__Stored items__.
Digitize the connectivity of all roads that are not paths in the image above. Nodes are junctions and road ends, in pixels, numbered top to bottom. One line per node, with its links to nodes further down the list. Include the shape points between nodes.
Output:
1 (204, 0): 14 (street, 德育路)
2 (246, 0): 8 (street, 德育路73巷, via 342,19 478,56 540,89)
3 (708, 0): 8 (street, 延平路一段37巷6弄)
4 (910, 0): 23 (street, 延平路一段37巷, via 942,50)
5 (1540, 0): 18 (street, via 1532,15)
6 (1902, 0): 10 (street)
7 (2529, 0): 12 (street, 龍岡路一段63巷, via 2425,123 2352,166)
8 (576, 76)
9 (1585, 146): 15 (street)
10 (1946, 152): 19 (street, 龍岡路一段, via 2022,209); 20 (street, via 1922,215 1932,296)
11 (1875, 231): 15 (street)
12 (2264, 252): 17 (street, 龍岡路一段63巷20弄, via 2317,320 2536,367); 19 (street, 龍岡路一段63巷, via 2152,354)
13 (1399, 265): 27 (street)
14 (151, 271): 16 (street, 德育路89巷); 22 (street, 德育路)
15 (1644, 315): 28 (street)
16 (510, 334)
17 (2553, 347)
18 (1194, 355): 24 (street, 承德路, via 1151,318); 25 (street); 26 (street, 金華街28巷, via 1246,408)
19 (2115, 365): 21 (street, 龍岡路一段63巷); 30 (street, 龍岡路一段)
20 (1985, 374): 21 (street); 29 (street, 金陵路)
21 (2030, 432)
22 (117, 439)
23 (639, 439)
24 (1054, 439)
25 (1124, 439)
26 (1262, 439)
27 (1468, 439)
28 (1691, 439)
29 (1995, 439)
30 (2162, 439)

__What needs to be done__. Every record here must be output exactly, word for word.

__Answer to the exercise__.
Digitize the connectivity of all roads that are not paths in the image above. Nodes are junctions and road ends, in pixels, numbered top to bottom. One line per node, with its links to nodes further down the list. Include the shape points between nodes.
Output:
1 (204, 0): 14 (street, 德育路)
2 (246, 0): 8 (street, 德育路73巷, via 342,19 478,56 540,89)
3 (708, 0): 8 (street, 延平路一段37巷6弄)
4 (910, 0): 23 (street, 延平路一段37巷, via 942,50)
5 (1540, 0): 18 (street, via 1532,15)
6 (1902, 0): 10 (street)
7 (2529, 0): 12 (street, 龍岡路一段63巷, via 2425,123 2352,166)
8 (576, 76)
9 (1585, 146): 15 (street)
10 (1946, 152): 19 (street, 龍岡路一段, via 2022,209); 20 (street, via 1922,215 1932,296)
11 (1875, 231): 15 (street)
12 (2264, 252): 17 (street, 龍岡路一段63巷20弄, via 2317,320 2536,367); 19 (street, 龍岡路一段63巷, via 2152,354)
13 (1399, 265): 27 (street)
14 (151, 271): 16 (street, 德育路89巷); 22 (street, 德育路)
15 (1644, 315): 28 (street)
16 (510, 334)
17 (2553, 347)
18 (1194, 355): 24 (street, 承德路, via 1151,318); 25 (street); 26 (street, 金華街28巷, via 1246,408)
19 (2115, 365): 21 (street, 龍岡路一段63巷); 30 (street, 龍岡路一段)
20 (1985, 374): 21 (street); 29 (street, 金陵路)
21 (2030, 432)
22 (117, 439)
23 (639, 439)
24 (1054, 439)
25 (1124, 439)
26 (1262, 439)
27 (1468, 439)
28 (1691, 439)
29 (1995, 439)
30 (2162, 439)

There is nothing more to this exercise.